The formation constants of the fluoride, thiocyanate, and cyanide complexes of methaemoglobins A and C have been measured as a function of pH and temperature. The variation with pH of the standard free energy of formation of the complexes is similar in form and comparable in magnitude for all the ligands and for both methaemoglobins. The variation with pH of the enthalpy change is similar in form for all ligands and for both methaemoglobins, ΔH° showing a maximum, but the maximum ΔH° occurs at a higher pH for methaemoglobin C than for methaemoglobin A. The magnitude of the variation of ΔH° with pH is dependent on the nature of the ligand.

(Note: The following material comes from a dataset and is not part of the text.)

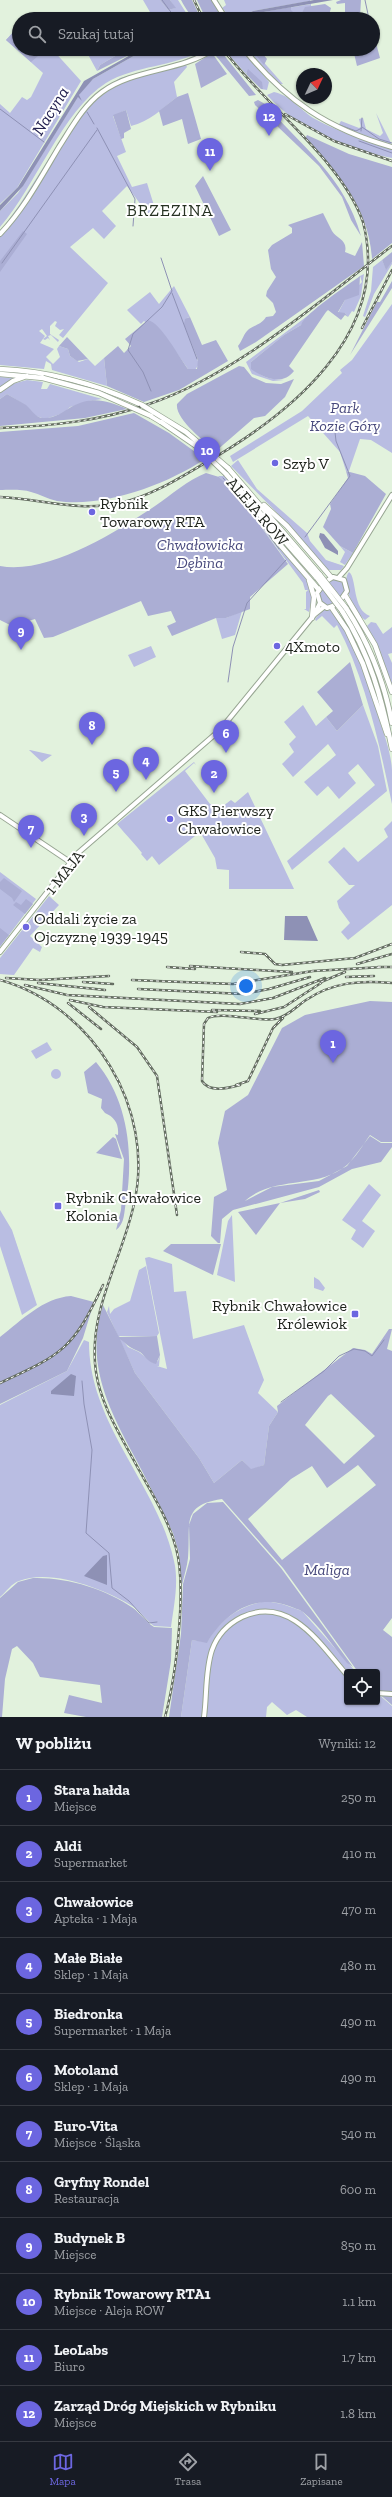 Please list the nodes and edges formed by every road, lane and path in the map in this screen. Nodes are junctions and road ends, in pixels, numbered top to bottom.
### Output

It is least for fluoride, greater for thiocyanate, and greatest for azide and cyanide ions. The variation with pH of the standard free-energy changes is consistent with a dielectric cavity model for the protein, but the enthalpy changes are not. In order to account for the different enthalpy behaviour for each ligand a mechanism involving hydration changes specific to the iron atoms is proposed. This mechanism is based on the known structure of the haemoglobin molecule in the vicinity of the iron atom and the small changes in structure of sperm whale metmyoglobin in the crystalline state that occur upon complex formation with azide ion. A correlation between the variation with pH of ΔH° of complex formation for a ligand and the magnetic susceptibility of the complex formed by the ligand is discussed.